Preface to The Meditation Process

THIS IS A STUDY of the concentration meditation process for intermediate and beginning meditators. If you are interested in meditation, you want to know how to turn your attention inward and what happens when the mind becomes still. Meditation is our tool for liberation. It is a practical, scientific, and systematic technique for knowing yourself on all levels. The highest mystery is to discover the nature of our thinking, to cleanse the mind of coloration and uncover our true nature.

Meditation developed in the caves of the Himalayan Mountains, having a recorded history going back at least 5000 years. The Brihad Aranyaka Upanishad of the 14th century BCE lists sixty-nine generations of meditation teachers and students that had existed up to that point. Gautama Buddha taught around 500 BCE, and Patanjali later codified yoga practices. Since that time, millions of serious men and women, who refuse to be satisfied with dependence upon the words of others, have applied themselves to the art and science of meditation as it spread from the Himalayas throughout the world.1

Most of the concentration meditation practices described here are drawn from the traditions of Raja Yoga and Shamatha in Buddhism. Their similarities allow the meditator to benefit from studying the practices of both traditions. There are primarily three approaches to meditation. Concentration is cultivating one-pointed attention on a meditation object. Open-awareness is opening the mind to the awareness of whatever is happening such as in shikantaza of Zen. Mindfulness and Vipassana are combinations of concentration and open awareness. No matter what approach to meditation is used, the requirements, obstacles and objectives are similar.
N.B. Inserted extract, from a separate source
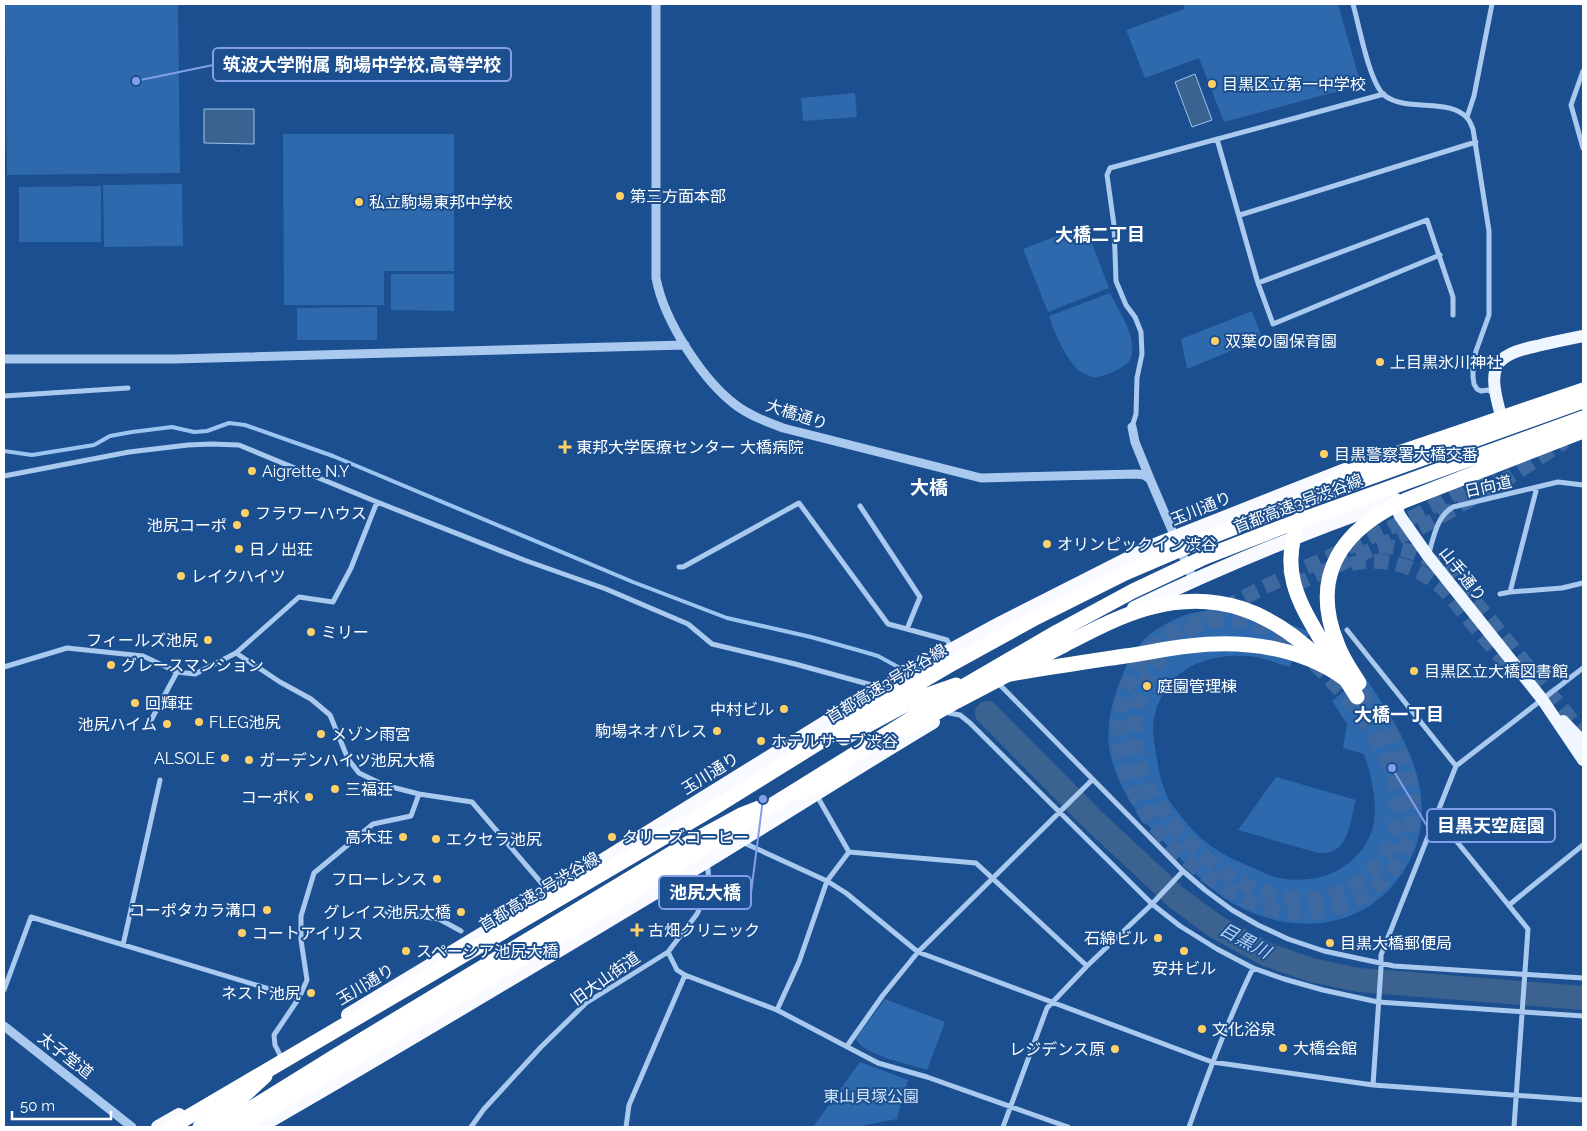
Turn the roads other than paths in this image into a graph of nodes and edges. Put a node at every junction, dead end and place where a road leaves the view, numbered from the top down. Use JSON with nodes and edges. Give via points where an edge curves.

This is a “how to do” book with an emphasis on being practical. Many skills in the art and science of meditation need to be developed into a process of quieting and purifying the mind. These practices are designed to help you sit in comfort, breathe smoothly, handle distractions, bring the mind to quietude, establish one-pointedness and meditate. This study of the process of meditation describes the transformation of mind that occurs due to the evolving relationship between the mind and the object of meditation.

If you have some sitting experience, you are familiar with the question “What is going on with my meditation?” It is helpful to have a map to know where you’re going, what the obstacles are and when you are getting off track. I have gathered and used many pointers from Yoga and Buddhist teachers over the years, but you will want to verify which alternatives work for you. Attributions are included to help with your own research.
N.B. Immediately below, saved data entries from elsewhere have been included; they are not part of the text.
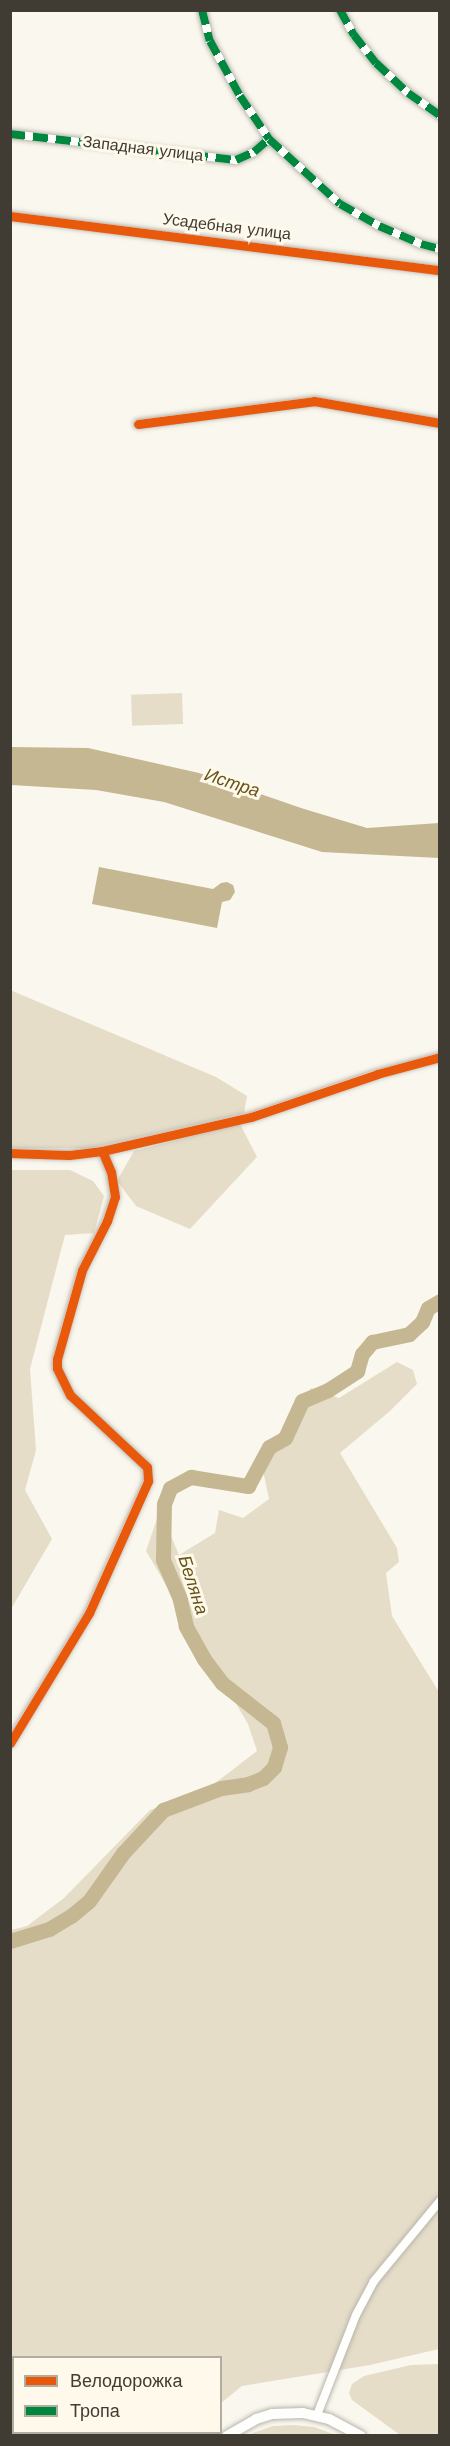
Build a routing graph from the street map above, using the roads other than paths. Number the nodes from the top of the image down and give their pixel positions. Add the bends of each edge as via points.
1 (202, 10) edge
2 (340, 10) edge
3 (440, 115) edge
4 (10, 134) edge
5 (269, 139) junction
6 (10, 216) edge
7 (440, 249) edge
8 (440, 270) edge
9 (440, 423) edge
10 (138, 424) dead end
11 (440, 1057) edge
12 (102, 1150) junction
13 (10, 1154) edge
14 (10, 1743) edge
15 (440, 2201) edge
16 (317, 2415) junction
17 (227, 2436) edge
18 (361, 2436) edge

1 - 5 street via 210,41
2 - 3 street via 376,63 408,93
4 - 5 street, Западная улица via 236,160
5 - 7 street via 340,204 379,226
6 - 8 street, Усадебная улица
9 - 10 street via 314,401
11 - 12 street via 251,1117
12 - 13 street via 69,1155
12 - 14 street via 115,1197 82,1270 57,1368 70,1395 147,1467 148,1481 89,1613
15 - 16 street via 374,2281 356,2315
16 - 17 street via 272,2415 256,2419
16 - 18 street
You may come to meditation by way of a tradition: Yoga, Buddhism, Christian, Hindu, Muslim/Sufi, Sikh, Taoism or Zen. The traditions all started with or have meditation at their beginnings.You could go it alone in meditation, but the traditions have thousands of years of accumulated experience for us to use. Whether you are meditating for the transformation of mind, in a search for truth, with enlightenment in mind, or because of its many other benefits, you need all the help you can get. Still, you are basically on your own with this solitary work. There are no shortcuts and those who say meditation is easy are doing something else altogether.
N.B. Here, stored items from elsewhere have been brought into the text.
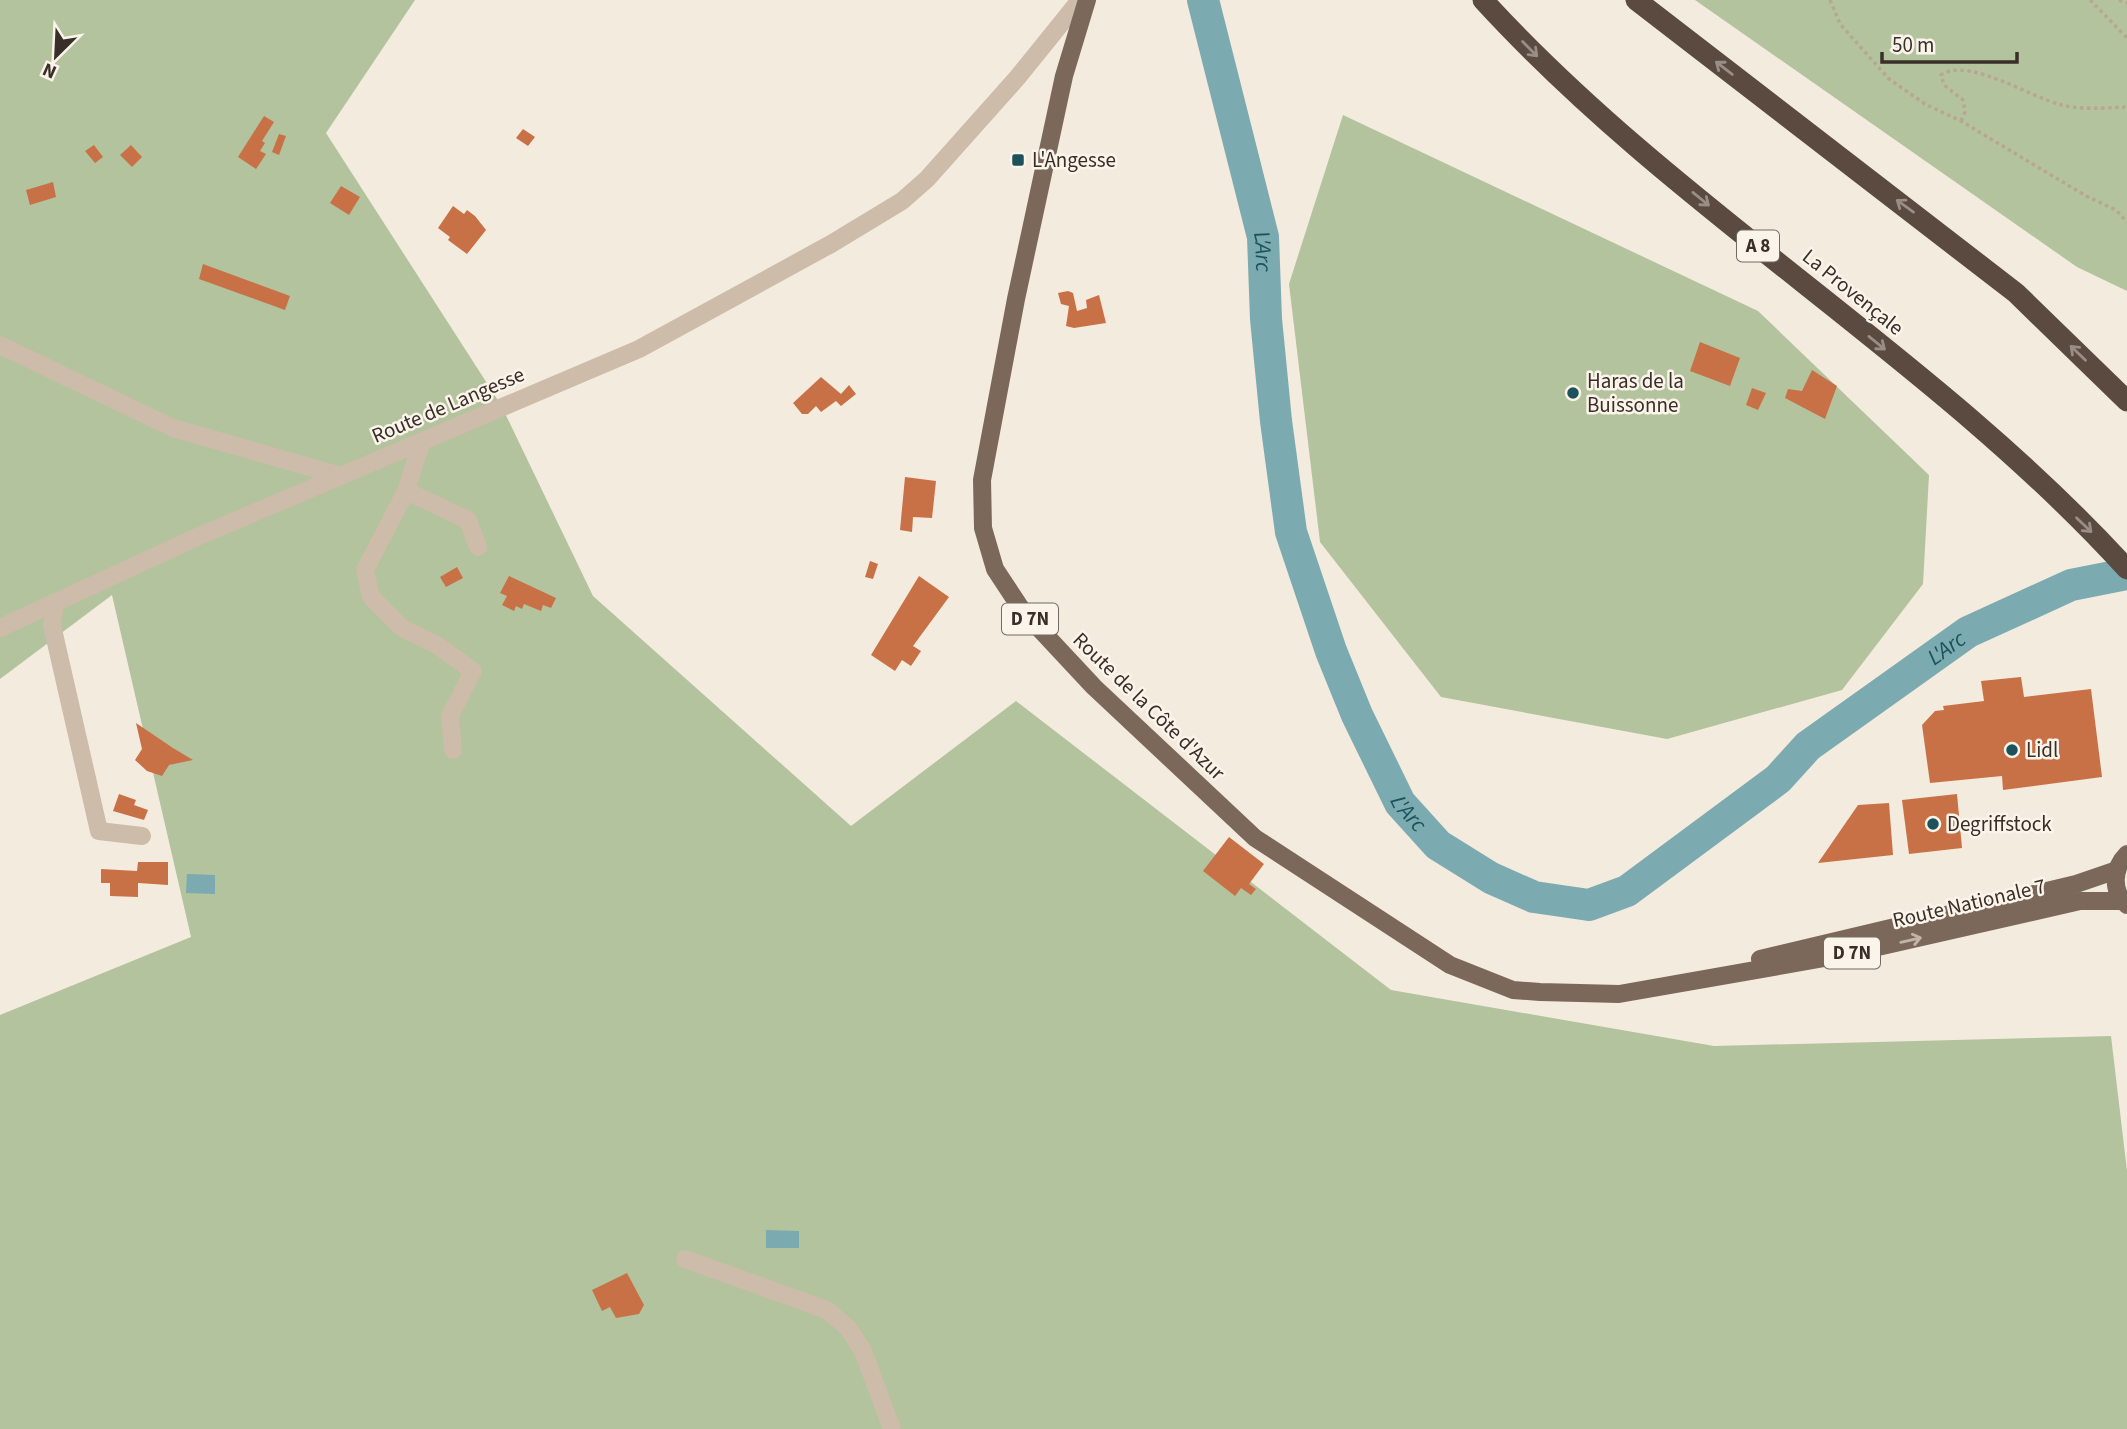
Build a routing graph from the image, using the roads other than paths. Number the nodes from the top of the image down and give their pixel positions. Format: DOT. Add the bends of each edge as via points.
graph roads {
  1 [pos="1080,0"];
  2 [pos="1087,0"];
  3 [pos="1483,0"];
  4 [pos="1636,0"];
  5 [pos="0,345"];
  6 [pos="2127,401"];
  7 [pos="422,441"];
  8 [pos="341,476"];
  9 [pos="406,491"];
  10 [pos="478,547"];
  11 [pos="2127,569"];
  12 [pos="55,602"];
  13 [pos="0,628"];
  14 [pos="453,750"];
  15 [pos="142,836"];
  16 [pos="2127,854"];
  17 [pos="2117,870"];
  18 [pos="2125,903"];
  19 [pos="1541,992"];
  20 [pos="1579,995"];
  21 [pos="685,1259"];
  22 [pos="892,1429"];
  1 -- 7 [label="street, Route de Langesse" via="1017,78 902,201 639,349"];
  2 -- 19 [label="main road, Route de la Côte d'Azur / D 7N" via="1037,195 982,480 983,527 995,569 1057,650 1255,838 1450,965 1513,990"];
  3 -- 11 [label="highway, La Provençale / A 8, one-way" via="1582,101 1919,376 2041,483"];
  6 -- 4 [label="highway, one-way" via="2017,293"];
  5 -- 8 [label="street" via="173,428"];
  7 -- 8 [label="street, Route de Langesse"];
  7 -- 9 [label="street"];
  8 -- 12 [label="street, Route de Langesse"];
  9 -- 10 [label="street" via="468,520"];
  9 -- 14 [label="street" via="365,570 371,597 402,628 437,645 473,671 450,716"];
  12 -- 13 [label="street, Route de Langesse"];
  12 -- 15 [label="street" via="52,625 99,831"];
  16 -- 17 [label="main road"];
  17 -- 18 [label="main road" via="2117,891"];
  17 -- 20 [label="main road, Route Nationale 7 / D 7N" via="2076,884 1791,951"];
  20 -- 18 [label="main road, Route Nationale 7 / D 7N, one-way" via="1619,994 1847,954 2080,901"];
  19 -- 20 [label="main road, Route Nationale 7 / D 7N"];
  21 -- 22 [label="street" via="827,1310 848,1328 863,1351"];
}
The beginning meditator is usually given a simple set of instructions. Then, when they run into the many obstacles and look for help, little more can be said while most of the literature is written by and for those who are quite advanced. In between the beginners and the adepts are the vast majority of intermediates who need thorough and practical advice in this challenging endeavor. After 40 years of studying many books and articles, spending much time in darshans, seminars, monasteries, retreats and years in ashrams, I found many wonderful pointers about practice. Unfortunately, they were scattered everywhere and often buried under an excess of words. Meditation is a long process measured in decades, which doesn’t give us much time for finding necessary help. The process needs to be shortened. As a student of meditation, my intention is to make the teachings more accessible.

Like many other meditators, my searching started with an attraction to philosophy and the writings from various traditions around the world. Whenever I found writings by those who appeared to be the wisest, there always seemed to be a form of meditation involved. It became clear to me that to be at all serious about my questions, I would need to meditate or I would always be left with hearsay and suppositions. Having grown up in a Christian tradition that did not embrace a meditation option, I took up TM in 1973 but mostly “window-shopped” for the next 15 years. It was 1989 before I came to Raja Yoga to learn meditation with any seriousness. My journal entry at that time read “The Plan: gather pointers on the process of meditation.’” My teacher, a Master Yogi, suggested I “take the best from all the traditions” which suited me well since my personal inclination has long been the study of various processes.

In order that the mind should see light instead of darkness, so the entire soul must be turned away from this changing world, until its eye can learn to contemplate reality and that supreme splendor which we have called the good. Hence there may well be an art whose aim would be to effect this very thing. — Plato, The Republic, Book VII.